Milton Friedman (1968) and you can Edmund Phelps (1967) rose towards celebration in order to propose a hopes-enhanced Phillips Contour – that was following contained in the newest Neo-Keynesian paradigm by James Tobin (1968, 1972). The brand new Neo-Keynesian tale will be thought of as pursue: assist aggregate affordable demand be denoted D, so that D = pY.
or, letting gD = (dD/dt)/D and accordingly for the other parameters and letting inflation gp be denoted p , then we can rewrite this as:
so price inflation is driven by nominal demand growth (gD) and output/productivity growth (gY). Now, assuming the standard Keynesian labor market condition that the marginal product of labor is equal to the real wage (w/p), then dynamizing this:
where gw is nominal wage growth, so the ically. Expressing for p and equating with our earlier term then we can obtain:
we.age. nominal wage rising cost of living is equal to moderate aggregate request growth. Today, the fresh Friedman-Phelps proposition to possess criterion enlargement is actually proposed because:
so wage inflation is negatively related to the unemployment rate (U), so that h’ < 0 as before, positively to productivity growth (so a > 0) and positively with inflation expectations, p e (so b > 0). Let us, temporarily, presume productivity growth is zero so that gY = 0. In this case, gw = p (so note that the real wage is constant) so that this can be rewritten:
which is simply the standards-augmented Phillips Curve, because shown within the Figure fourteen. The term b ‘s the criterion eter (particularly, b is the rates where standard is adjusted in order to actual experience). For this reason, p e = 0 (hopes of zero rising prices), you will find the old p = h(U) curve intact. However if you will find self-confident inflationary standards ( p elizabeth > 0), then it contour changes right up, given that found in the Figure 14.

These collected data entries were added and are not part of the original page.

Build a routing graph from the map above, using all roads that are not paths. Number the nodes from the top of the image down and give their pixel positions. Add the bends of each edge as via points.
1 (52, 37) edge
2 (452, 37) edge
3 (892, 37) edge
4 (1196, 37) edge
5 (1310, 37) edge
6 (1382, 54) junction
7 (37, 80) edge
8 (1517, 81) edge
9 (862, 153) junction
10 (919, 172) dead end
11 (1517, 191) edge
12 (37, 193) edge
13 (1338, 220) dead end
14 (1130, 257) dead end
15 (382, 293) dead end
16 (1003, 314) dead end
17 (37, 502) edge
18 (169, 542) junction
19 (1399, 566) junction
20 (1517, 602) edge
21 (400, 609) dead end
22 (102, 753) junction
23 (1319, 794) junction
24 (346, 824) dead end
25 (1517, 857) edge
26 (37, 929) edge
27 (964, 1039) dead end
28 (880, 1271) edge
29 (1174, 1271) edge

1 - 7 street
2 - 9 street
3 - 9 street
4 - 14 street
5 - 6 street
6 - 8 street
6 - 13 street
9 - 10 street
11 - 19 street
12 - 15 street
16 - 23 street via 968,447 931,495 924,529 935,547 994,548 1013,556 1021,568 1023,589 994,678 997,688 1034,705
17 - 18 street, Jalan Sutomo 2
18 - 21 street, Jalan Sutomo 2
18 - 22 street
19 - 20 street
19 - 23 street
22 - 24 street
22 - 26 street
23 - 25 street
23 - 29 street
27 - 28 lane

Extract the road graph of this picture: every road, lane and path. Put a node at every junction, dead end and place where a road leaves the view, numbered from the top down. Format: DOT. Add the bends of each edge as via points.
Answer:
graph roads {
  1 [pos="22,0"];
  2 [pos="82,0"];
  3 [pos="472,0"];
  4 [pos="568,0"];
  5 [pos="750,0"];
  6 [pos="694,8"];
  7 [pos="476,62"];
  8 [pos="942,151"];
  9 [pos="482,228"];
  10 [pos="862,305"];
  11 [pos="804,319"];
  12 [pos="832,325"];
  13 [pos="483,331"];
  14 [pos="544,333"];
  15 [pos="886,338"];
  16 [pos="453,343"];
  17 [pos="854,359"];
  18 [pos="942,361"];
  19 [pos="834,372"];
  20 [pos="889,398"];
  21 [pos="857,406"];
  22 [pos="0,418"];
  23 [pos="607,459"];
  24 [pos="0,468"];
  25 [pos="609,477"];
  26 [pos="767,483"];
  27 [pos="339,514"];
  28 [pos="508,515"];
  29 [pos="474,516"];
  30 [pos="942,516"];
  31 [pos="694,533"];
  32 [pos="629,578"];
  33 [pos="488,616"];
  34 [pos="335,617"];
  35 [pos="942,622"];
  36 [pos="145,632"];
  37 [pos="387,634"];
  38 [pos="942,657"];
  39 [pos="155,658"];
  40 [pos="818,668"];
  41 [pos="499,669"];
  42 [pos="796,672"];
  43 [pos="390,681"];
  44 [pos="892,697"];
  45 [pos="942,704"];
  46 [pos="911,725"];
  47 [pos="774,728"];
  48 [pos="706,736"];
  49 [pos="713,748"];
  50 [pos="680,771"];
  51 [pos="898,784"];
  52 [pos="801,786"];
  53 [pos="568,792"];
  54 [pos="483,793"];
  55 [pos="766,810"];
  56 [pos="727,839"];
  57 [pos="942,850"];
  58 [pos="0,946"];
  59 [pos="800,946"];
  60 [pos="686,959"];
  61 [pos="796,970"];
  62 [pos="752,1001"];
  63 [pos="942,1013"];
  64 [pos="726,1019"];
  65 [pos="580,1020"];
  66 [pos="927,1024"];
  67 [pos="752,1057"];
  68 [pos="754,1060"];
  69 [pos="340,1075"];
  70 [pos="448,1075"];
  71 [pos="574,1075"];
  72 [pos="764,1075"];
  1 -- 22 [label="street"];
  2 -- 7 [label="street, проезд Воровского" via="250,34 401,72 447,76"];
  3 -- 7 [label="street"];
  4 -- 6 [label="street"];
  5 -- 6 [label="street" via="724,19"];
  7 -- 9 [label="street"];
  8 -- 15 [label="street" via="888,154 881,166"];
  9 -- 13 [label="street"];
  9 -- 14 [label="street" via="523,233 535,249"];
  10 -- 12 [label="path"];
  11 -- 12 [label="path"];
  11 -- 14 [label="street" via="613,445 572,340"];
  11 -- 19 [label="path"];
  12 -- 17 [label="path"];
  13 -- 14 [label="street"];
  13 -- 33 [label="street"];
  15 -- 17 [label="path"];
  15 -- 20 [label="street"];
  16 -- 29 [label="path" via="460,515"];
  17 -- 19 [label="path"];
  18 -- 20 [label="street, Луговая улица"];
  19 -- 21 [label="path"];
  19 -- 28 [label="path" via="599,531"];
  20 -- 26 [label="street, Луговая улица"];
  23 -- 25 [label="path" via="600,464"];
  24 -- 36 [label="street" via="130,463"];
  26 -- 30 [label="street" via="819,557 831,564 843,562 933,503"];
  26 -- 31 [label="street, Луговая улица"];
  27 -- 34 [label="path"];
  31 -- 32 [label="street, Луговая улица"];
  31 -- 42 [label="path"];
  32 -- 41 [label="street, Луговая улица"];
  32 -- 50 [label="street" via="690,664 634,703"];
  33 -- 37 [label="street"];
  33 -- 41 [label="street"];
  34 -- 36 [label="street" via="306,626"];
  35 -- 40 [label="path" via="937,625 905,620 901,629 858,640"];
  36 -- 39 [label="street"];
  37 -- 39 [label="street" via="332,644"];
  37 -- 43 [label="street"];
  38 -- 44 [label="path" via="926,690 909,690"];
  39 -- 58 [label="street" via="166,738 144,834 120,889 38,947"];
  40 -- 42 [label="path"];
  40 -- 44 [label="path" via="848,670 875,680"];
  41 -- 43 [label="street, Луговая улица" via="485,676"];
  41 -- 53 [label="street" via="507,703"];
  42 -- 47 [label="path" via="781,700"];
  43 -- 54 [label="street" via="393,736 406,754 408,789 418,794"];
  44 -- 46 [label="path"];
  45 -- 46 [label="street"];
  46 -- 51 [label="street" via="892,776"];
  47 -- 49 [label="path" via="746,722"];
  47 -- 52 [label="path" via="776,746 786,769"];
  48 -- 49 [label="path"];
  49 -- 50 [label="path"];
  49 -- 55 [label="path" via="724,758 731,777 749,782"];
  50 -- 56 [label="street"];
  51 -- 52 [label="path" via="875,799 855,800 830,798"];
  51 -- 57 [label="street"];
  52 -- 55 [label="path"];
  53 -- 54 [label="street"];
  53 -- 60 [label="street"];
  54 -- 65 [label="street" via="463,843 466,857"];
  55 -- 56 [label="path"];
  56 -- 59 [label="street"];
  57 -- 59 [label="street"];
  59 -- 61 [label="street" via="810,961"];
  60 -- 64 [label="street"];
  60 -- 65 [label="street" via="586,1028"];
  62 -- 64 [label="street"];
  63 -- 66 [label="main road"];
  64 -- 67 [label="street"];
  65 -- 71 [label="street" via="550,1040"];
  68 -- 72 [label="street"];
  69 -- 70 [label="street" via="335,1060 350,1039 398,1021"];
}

If workers expect inflation to increase, then they will adjust their nominal wage demands so that gw > 0 and thus p > 0. It is assumed, in this paradigm, that 0 < b < 1 - not all expectations are carried through. So, for each level of expectations, there is a specific "short-run" Phillips Curve. For higher and higher expectations, the Phillips Curve moves northeast. Thus, the migration of the so-called "short-run" Phillips Curve (as in the move in Figure 14) was explained in terms of ever-higher inflationary expectations. However, for any given level of expectations, there is a potential trade-off (as a matter of policy) between unemployment and inflation.